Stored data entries

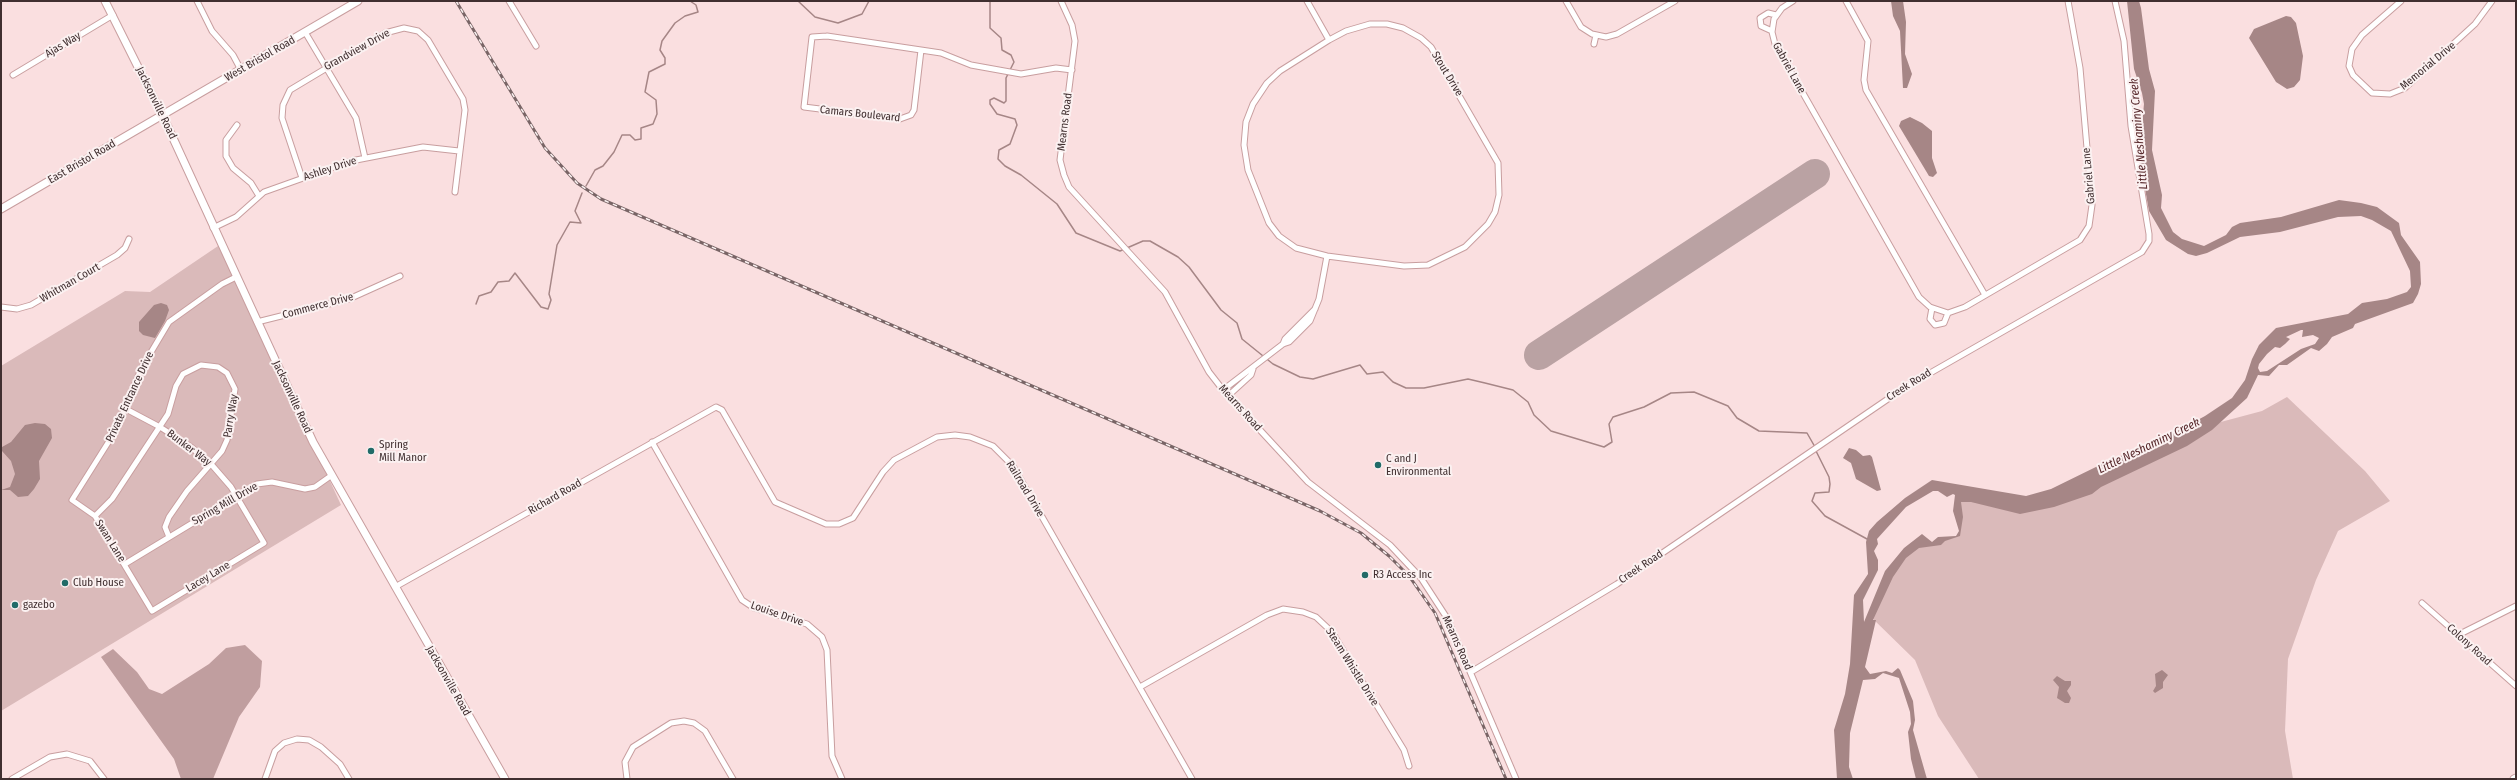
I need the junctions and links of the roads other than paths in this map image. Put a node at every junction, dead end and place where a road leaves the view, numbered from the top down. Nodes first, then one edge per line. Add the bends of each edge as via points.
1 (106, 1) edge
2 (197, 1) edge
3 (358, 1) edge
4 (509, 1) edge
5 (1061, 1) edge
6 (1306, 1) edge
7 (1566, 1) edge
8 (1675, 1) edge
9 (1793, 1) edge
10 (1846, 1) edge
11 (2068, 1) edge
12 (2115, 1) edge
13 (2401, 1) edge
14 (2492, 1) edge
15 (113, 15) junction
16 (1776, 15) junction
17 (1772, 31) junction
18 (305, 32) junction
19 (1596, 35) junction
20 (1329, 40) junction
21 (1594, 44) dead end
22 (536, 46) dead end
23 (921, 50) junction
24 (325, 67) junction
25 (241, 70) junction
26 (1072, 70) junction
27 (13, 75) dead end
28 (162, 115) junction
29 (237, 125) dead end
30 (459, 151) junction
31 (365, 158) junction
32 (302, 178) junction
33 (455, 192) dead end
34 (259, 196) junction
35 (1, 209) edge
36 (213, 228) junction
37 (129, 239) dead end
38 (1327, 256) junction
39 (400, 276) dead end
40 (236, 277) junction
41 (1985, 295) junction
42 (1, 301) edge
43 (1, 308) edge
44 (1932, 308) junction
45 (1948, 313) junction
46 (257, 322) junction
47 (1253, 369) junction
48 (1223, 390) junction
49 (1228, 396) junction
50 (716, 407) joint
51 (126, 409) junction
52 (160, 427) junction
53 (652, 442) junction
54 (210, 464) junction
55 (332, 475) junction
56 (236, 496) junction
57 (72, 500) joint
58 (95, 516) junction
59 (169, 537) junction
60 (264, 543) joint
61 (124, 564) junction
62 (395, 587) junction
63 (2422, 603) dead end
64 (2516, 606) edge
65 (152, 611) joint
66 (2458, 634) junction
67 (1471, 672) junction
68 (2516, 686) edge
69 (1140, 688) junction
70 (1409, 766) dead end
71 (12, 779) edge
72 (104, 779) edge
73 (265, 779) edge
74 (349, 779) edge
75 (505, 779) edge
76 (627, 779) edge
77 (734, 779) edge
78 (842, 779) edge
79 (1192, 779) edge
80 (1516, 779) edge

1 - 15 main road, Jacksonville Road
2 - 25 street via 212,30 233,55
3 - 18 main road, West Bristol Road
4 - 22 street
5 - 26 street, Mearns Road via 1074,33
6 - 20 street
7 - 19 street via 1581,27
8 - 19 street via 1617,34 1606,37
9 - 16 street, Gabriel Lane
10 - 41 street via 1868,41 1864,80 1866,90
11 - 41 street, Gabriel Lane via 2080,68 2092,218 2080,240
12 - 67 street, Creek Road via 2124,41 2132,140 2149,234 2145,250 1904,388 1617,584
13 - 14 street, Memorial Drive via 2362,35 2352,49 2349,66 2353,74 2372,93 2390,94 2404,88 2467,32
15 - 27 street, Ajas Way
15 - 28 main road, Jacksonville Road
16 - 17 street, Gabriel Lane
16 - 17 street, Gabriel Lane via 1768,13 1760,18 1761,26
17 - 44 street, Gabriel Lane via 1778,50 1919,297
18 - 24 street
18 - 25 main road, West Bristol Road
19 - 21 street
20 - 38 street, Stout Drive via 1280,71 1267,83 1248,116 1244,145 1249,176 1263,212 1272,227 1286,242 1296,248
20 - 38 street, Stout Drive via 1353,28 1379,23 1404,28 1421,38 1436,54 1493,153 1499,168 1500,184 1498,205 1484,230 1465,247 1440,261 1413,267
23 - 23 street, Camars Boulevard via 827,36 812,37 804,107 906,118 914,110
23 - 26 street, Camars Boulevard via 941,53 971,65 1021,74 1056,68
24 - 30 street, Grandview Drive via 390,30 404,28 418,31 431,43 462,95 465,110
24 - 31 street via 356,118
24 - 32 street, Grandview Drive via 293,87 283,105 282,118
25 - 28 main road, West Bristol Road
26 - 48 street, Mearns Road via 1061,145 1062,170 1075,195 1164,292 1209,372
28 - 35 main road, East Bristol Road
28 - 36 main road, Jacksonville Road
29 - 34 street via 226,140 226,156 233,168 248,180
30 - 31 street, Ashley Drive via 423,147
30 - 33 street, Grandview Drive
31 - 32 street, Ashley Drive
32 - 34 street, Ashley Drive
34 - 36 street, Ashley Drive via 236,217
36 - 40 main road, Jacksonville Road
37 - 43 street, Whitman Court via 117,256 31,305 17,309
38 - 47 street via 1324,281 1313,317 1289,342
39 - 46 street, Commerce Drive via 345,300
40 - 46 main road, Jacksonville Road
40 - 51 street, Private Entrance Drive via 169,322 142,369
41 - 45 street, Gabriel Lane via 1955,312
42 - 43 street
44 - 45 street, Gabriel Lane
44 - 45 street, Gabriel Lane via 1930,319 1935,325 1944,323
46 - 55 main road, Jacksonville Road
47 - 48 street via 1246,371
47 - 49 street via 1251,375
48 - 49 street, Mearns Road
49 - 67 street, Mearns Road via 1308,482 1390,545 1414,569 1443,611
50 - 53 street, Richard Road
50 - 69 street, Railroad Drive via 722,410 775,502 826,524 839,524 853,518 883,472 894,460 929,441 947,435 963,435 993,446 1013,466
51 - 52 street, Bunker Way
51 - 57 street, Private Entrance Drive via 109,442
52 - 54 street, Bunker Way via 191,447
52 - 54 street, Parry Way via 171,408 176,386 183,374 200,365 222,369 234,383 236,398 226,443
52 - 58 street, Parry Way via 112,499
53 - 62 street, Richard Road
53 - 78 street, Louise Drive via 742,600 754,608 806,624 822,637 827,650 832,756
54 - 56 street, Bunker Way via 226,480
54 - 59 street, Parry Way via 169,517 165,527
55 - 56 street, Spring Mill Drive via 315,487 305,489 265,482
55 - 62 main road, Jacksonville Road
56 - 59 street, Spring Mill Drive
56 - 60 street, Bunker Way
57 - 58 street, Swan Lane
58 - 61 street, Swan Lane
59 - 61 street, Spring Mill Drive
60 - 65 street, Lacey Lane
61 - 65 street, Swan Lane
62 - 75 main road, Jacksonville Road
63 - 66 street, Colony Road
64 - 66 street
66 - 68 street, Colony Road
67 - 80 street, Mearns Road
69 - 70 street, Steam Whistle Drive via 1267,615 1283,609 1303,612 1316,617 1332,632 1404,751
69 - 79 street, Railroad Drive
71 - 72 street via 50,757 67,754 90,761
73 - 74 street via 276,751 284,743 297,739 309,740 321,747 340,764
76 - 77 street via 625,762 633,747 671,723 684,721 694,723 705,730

=== Try it ===
Scan the data above for the string "Bunker". Copy every line in which it appears.

=== Answer for the task ===
51 - 52 street, Bunker Way
52 - 54 street, Bunker Way via 191,447
54 - 56 street, Bunker Way via 226,480
56 - 60 street, Bunker Way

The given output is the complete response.